Money is the Root of All EVIL! “Beasts Clawing at Straws” reviewed! (Blu-ray / Artsploitation Films)

A middle-aged man working a meager job at a gentleman’s bathhouse finds a Louis Vuitton bag full of money when routinely checking the storage lockers at closing.  Unsure about what to do with the money, he stows the bag away in the backroom and continues a moral, yet pauper’s, life while dealing with financial and family troubles at home.  Meanwhile, a border customs agent finds himself in severe debt with an unstable loan shark after his girlfriend skates and disappears with a large borrowed sum.  With a week to come up with the money, plus interest, he calls upon his distant cousin to assist in scamming a scammer who illegally came into some money, but things go awry when an overly friendly and clingy cop begins to snoop around.  Lastly, a prostitute grinds tirelessly to work off a large debt her abusive husband continues to blame her for with night after night beatings.  She jumps into bed with a young, handsome foreigner and her eager to support female boss to off her husband and collect the insurance money.  Yet, these troubled souls find that sticking to their convictions doesn’t always bode well as the unexpected happens in a blink of an eye.
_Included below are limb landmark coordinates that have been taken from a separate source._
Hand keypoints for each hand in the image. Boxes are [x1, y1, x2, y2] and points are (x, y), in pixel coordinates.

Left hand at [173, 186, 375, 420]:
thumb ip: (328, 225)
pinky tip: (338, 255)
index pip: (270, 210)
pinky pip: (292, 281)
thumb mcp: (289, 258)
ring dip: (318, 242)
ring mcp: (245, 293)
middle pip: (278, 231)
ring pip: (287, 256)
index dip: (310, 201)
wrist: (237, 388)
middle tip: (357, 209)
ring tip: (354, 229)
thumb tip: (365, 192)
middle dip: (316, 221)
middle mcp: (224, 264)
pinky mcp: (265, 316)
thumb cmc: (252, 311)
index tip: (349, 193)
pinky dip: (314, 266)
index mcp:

The Asian film machine has mastered the art of the crime thriller from a proven track record that began with Akira Kurosawa films, if not even before that, and has chronically grown stronger, and sometimes more peculiar, with choice stylistic elements, suggestive themes, and extreme violence that has garnered, to much disdain, Westerner attention over the last 20 years with films like Park Chan-wook’s “Oldboy” and Andrew Lau and Alan Mak’s “Internal Affairs” being Americanized with a Hollywood remake.  With that being said in an upward trend of remakes spilling over the edge, there would be no eye-brow raising surprise if the introductory film, the tri-narrative crime drama idiomatically titled “Beasts Clawing at Straws,” from South Korean filmmaker, Kim Yong-hoon, will one day grace the English silver screens in a diluted variation of a Brad Pitt featured carbon copy.  Based of the Keisuke Sone neo-noir novel of the same name, Kim Yong-hoon’s pulpy impression of against-the-wall misdeeds is dog-eat-dog dark comedy gold.  “Beasts Clawing at Straws” is produced by Jang Won-seok (“The Gangster, The Cop, and The Devil”) and is a production of Megabox Plus M films (“Zombie for Sale”) and B.A. Entertainment.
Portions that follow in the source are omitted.